» What you are asked to do
Go through the data below line by line. Give only the number of lines that contain "Chaco".

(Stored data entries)
+===+
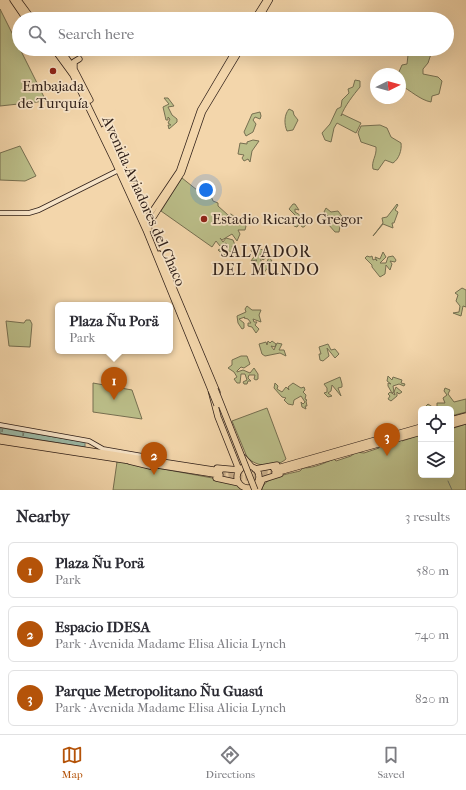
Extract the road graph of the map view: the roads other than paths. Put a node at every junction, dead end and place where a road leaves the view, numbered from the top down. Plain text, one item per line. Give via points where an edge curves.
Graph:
1 (13, 0) edge
2 (18, 0) edge
3 (266, 0) edge
4 (270, 0) edge
5 (21, 12) edge
6 (27, 12) edge
7 (258, 12) edge
8 (263, 12) edge
9 (60, 56) edge
10 (65, 56) edge
11 (232, 56) edge
12 (237, 56) edge
13 (79, 59) dead end
14 (74, 68) junction
15 (96, 117) junction
16 (121, 169) junction
17 (0, 213) edge
18 (146, 221) junction
19 (213, 389) junction
20 (466, 419) edge
21 (454, 420) edge
22 (454, 424) edge
23 (0, 425) edge
24 (418, 429) edge
25 (418, 433) edge
26 (0, 437) edge
27 (0, 441) edge
28 (336, 453) junction
29 (154, 458) junction
30 (235, 459) junction
31 (129, 460) junction
32 (253, 467) junction
33 (229, 469) junction
34 (239, 470) junction
35 (274, 471) tunnel mouth
36 (220, 473) tunnel mouth
37 (266, 479) junction
38 (257, 482) junction
39 (239, 483) junction
40 (248, 489) edge
41 (257, 490) edge

1 - 5 highway
2 - 6 highway
3 - 7 main road
4 - 8 main road
9 - 15 highway, Avenida Aviadores del Chaco
10 - 14 highway, Avenida Aviadores del Chaco
11 - 18 main road via 200,110 179,171
12 - 18 main road via 203,112 182,173
13 - 14 highway via 74,62
14 - 15 highway, Avenida Aviadores del Chaco
15 - 16 highway, Avenida Aviadores del Chaco
16 - 17 main road via 39,210 29,213
16 - 18 highway, Avenida Aviadores del Chaco
18 - 19 highway, Avenida Aviadores del Chaco
19 - 30 highway via 218,417
19 - 32 highway via 223,403 245,461
19 - 40 highway, bridge
19 - 41 highway, bridge
20 - 21 highway
20 - 22 highway
23 - 29 main road via 89,441 103,449
24 - 28 highway
25 - 28 highway
26 - 31 highway
27 - 31 highway
28 - 32 highway via 330,450 265,468
28 - 35 highway
28 - 37 highway via 333,459
29 - 31 highway
29 - 33 highway
30 - 33 highway via 234,467
30 - 34 highway
31 - 36 highway
31 - 39 highway
32 - 34 highway via 244,466
32 - 38 highway via 259,476
33 - 34 highway
34 - 39 highway
37 - 38 highway
37 - 41 highway via 260,483
38 - 40 highway
38 - 41 highway
39 - 40 highway

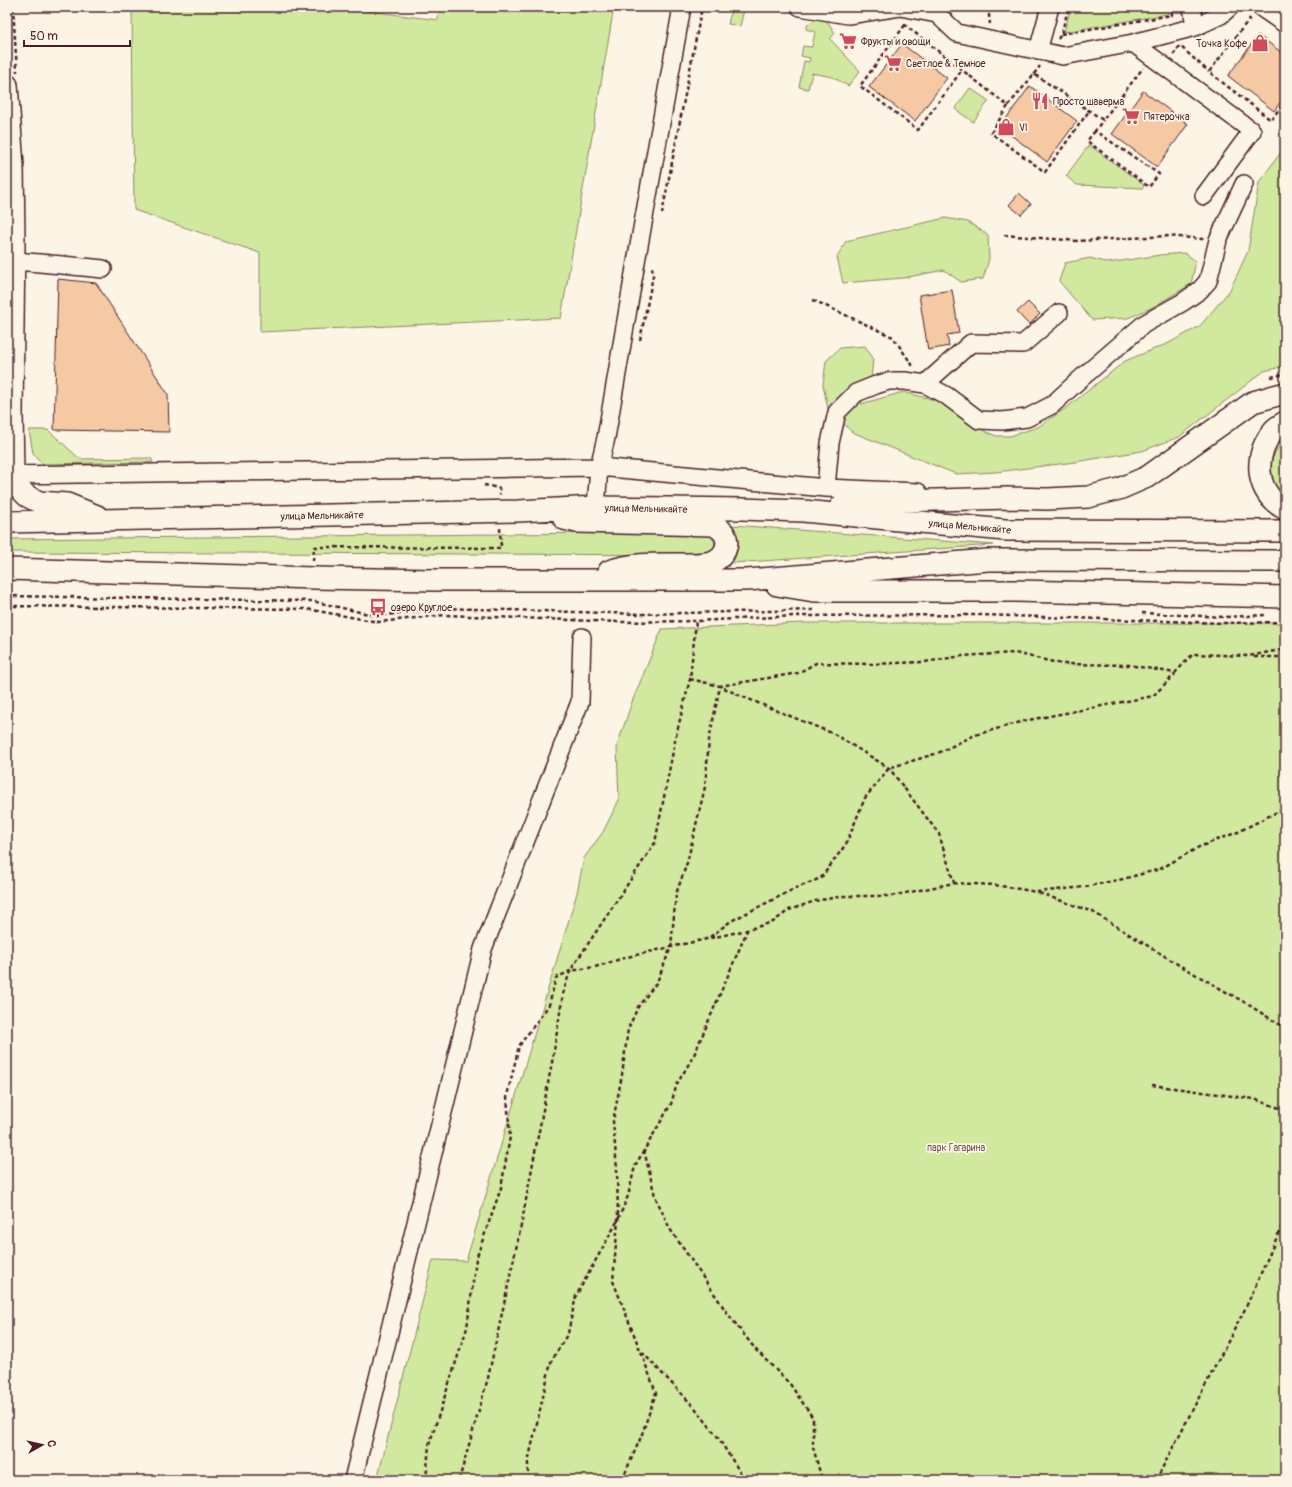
+===+
» Answer section
6